Manchester United, the New York Yankees of the English Premier League, have finally eclipsed those same Yankees for highest average number of franchise melodramas per week, All-Time. Between injuries, the always-controversial Rio Ferdinand, Roy Keane’s infamous public aneurism over the play of teammates and the coaching ability of subcommandante Carlos, routed out of the Champions League in a humiliating display best characterised by the King Of The Useless Stepovers, who gave the bird to his countrymen on exiting, rather than the more English two-fingers, which is cooler anyway.

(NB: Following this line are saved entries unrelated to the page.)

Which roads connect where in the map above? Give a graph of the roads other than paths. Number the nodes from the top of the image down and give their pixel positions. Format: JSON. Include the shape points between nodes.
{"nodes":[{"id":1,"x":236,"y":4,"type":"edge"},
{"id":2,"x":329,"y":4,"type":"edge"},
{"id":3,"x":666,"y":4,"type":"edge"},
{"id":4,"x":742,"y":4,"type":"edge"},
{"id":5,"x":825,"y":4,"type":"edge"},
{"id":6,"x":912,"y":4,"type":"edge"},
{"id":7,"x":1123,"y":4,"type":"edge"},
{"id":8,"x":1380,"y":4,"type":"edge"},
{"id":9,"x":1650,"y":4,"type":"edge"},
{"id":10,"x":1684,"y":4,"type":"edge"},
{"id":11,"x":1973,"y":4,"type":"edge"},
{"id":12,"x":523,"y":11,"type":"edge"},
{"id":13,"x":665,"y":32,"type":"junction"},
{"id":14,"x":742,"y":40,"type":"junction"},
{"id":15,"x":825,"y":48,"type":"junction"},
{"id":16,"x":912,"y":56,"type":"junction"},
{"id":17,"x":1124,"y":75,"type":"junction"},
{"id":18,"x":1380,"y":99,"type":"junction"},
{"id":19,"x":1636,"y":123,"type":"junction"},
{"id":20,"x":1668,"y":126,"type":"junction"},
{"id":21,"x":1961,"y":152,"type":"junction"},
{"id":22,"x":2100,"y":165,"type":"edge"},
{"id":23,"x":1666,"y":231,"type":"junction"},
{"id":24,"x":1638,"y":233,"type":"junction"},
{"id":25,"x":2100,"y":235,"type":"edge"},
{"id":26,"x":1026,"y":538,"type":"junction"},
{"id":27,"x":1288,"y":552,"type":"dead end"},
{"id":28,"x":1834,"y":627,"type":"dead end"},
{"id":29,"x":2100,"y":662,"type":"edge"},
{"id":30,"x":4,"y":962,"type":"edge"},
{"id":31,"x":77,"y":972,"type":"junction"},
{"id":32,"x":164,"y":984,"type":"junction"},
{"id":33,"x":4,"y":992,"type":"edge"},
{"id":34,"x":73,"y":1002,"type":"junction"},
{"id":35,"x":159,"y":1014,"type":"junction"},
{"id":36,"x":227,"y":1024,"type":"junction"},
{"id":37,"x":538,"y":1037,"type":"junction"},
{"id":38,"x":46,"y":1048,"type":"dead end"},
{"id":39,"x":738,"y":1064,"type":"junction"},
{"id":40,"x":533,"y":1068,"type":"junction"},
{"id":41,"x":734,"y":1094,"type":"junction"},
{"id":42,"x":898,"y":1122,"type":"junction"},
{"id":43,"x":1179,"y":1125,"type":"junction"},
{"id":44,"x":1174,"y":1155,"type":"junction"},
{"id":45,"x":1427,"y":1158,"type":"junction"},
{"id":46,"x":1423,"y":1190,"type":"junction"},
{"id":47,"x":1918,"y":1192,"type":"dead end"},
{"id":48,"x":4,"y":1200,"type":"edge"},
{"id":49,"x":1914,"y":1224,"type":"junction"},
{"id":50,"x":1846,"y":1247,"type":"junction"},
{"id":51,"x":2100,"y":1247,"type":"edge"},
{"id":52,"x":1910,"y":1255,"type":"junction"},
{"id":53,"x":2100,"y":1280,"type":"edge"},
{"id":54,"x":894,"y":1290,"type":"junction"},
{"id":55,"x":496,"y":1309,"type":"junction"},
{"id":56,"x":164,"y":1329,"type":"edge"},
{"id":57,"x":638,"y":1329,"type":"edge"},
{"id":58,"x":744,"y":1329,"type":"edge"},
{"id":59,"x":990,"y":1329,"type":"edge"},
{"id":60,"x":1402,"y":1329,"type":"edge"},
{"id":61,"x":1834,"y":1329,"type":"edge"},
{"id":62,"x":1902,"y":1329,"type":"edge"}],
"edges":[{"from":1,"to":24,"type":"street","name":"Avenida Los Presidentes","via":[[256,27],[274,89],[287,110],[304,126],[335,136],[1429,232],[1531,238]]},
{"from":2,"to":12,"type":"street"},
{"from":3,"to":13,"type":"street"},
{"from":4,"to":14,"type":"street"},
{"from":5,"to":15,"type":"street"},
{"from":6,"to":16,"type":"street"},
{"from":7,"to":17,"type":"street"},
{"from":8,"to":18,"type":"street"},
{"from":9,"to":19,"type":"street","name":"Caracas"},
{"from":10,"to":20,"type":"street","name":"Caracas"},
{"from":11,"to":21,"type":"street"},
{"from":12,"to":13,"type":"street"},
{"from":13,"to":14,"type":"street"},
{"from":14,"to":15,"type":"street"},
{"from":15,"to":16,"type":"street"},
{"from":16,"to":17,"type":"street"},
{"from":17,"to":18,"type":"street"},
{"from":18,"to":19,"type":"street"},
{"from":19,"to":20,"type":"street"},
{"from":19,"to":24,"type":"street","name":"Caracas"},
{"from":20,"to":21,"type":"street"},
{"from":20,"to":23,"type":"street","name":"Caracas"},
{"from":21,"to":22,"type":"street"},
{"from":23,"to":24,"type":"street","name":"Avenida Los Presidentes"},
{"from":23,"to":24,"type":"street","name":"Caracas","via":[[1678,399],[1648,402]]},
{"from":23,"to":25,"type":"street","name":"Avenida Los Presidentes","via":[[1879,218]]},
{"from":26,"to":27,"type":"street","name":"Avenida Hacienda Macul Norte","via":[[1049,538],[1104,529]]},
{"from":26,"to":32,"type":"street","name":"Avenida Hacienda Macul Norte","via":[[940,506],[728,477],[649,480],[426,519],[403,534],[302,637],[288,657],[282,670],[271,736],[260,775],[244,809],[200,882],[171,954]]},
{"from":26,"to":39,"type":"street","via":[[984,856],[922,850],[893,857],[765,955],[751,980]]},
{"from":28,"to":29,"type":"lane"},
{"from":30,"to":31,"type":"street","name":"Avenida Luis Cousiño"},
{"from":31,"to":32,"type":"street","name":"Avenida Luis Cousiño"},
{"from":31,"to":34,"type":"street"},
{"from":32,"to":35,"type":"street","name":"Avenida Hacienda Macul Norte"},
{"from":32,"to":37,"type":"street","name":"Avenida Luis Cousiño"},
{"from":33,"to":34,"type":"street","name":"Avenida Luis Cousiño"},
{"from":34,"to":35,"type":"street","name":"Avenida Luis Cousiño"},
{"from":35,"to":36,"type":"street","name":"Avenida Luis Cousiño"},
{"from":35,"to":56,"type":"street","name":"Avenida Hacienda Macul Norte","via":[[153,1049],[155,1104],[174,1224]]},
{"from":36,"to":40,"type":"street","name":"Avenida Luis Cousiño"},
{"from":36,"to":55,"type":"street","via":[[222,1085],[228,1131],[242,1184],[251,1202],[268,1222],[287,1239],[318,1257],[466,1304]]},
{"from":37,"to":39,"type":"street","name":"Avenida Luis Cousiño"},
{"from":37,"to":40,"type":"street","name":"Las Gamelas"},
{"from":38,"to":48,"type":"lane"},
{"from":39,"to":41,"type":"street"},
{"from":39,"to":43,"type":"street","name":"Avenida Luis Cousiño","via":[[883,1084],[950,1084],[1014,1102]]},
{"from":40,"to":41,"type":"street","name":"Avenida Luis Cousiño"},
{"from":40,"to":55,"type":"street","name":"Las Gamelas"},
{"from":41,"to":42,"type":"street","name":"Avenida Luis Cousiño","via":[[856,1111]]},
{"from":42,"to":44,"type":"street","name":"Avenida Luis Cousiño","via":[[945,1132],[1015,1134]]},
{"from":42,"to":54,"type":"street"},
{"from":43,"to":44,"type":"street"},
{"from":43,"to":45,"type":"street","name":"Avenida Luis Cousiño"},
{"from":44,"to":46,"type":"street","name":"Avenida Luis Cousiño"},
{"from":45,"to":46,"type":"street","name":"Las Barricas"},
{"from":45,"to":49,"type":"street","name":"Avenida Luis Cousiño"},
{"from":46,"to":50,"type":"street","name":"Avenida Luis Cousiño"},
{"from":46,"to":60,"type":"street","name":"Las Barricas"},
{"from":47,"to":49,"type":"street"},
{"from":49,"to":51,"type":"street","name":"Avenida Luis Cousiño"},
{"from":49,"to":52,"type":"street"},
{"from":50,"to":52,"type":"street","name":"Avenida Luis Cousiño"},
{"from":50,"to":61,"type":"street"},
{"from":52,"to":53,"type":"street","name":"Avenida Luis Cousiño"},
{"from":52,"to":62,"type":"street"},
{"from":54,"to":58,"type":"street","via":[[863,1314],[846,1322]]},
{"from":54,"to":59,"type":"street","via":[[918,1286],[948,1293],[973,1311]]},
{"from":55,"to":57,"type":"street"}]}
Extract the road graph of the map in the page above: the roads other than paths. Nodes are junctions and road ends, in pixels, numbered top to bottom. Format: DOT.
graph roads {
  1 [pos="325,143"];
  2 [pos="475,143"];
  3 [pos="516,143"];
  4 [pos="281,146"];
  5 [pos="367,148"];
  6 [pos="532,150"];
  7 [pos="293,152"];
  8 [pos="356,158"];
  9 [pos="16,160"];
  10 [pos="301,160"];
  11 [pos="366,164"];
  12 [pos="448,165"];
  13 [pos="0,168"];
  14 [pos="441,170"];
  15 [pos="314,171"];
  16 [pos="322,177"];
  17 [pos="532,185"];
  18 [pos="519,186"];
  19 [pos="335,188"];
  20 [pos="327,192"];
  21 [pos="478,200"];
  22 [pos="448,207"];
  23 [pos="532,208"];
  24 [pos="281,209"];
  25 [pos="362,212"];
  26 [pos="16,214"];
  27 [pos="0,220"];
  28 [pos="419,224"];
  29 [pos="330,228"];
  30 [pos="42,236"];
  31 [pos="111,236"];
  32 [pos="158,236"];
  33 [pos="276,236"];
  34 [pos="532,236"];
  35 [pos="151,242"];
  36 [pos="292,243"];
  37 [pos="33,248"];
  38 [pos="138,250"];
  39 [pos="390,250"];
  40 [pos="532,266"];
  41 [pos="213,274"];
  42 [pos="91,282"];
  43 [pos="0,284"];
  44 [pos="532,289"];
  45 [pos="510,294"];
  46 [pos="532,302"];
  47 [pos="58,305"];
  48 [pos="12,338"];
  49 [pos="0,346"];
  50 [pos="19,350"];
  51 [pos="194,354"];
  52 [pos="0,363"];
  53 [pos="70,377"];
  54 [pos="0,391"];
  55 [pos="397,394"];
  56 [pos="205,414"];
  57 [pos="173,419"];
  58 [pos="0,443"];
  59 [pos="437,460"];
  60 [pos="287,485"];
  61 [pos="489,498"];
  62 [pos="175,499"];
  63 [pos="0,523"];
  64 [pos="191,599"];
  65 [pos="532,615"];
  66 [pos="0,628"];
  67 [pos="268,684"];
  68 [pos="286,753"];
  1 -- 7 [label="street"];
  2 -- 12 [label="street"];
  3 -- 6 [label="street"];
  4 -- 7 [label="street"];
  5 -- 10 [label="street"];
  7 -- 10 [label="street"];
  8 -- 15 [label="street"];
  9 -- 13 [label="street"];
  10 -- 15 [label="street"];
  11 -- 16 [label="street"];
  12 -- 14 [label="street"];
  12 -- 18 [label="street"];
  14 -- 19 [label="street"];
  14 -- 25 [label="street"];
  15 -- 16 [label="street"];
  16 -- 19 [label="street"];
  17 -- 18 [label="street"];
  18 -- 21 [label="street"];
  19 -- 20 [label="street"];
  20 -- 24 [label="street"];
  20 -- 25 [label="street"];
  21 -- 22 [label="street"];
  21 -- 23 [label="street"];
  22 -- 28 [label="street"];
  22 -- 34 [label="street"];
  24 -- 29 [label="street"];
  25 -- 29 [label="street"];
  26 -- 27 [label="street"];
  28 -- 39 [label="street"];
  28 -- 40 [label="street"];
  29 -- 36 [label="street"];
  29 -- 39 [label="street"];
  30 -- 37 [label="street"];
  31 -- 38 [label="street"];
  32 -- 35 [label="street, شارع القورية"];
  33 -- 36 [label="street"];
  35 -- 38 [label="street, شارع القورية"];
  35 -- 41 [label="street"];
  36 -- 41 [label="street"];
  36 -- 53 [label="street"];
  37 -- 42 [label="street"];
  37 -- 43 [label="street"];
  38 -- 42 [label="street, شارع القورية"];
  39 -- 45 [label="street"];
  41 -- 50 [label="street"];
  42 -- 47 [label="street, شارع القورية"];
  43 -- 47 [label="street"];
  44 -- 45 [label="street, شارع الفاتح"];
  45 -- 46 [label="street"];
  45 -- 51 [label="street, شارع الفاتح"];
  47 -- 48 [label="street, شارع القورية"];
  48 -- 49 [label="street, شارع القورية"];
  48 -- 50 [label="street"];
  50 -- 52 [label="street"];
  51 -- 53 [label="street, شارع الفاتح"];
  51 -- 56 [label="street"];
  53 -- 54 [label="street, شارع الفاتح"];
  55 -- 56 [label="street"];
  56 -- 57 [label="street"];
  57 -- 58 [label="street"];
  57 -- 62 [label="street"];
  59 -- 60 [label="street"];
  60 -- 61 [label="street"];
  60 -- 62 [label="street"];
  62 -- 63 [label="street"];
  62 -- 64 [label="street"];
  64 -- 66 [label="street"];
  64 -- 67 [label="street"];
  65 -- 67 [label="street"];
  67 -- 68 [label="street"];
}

I don’t know of any manager since say, Billy Martin, to have been as off the rails as Jose Mourinho for Chelsea. Every professional sport needs a Jose Mourinho-type as one of its managers/coaches. Dapper yet controversial. Highly successful. He’s everything rolled into one.
Still, Newcastle’s my team and now that they’re on the tiniest and most fragile rolls only weeks after Souness was nearly in the hangman’s noose, it’s still safe to say there’s nothing quite as interesting as a Souness facial expression. He looks like he could kick the chair out from underneath himself at any moment. Those post-match interviews are demonstrations of exquisite pain in a man whose inner suffering is worn like a day glow armband on his sleeve.
The Boxing Day match against Liverpool at Anfield, Michael Owen’s homecoming, will be the highlight of the Newcastle season to date if Owen has his way. That’s no easy thing to do against a Liverpool defence that is virtually impenetrable but Owen is arguably England’s best goal scoring machine and if anyone could find a way to do it, it’d be an emotionally high Michael Owen playing at Anfield for the first time since he left.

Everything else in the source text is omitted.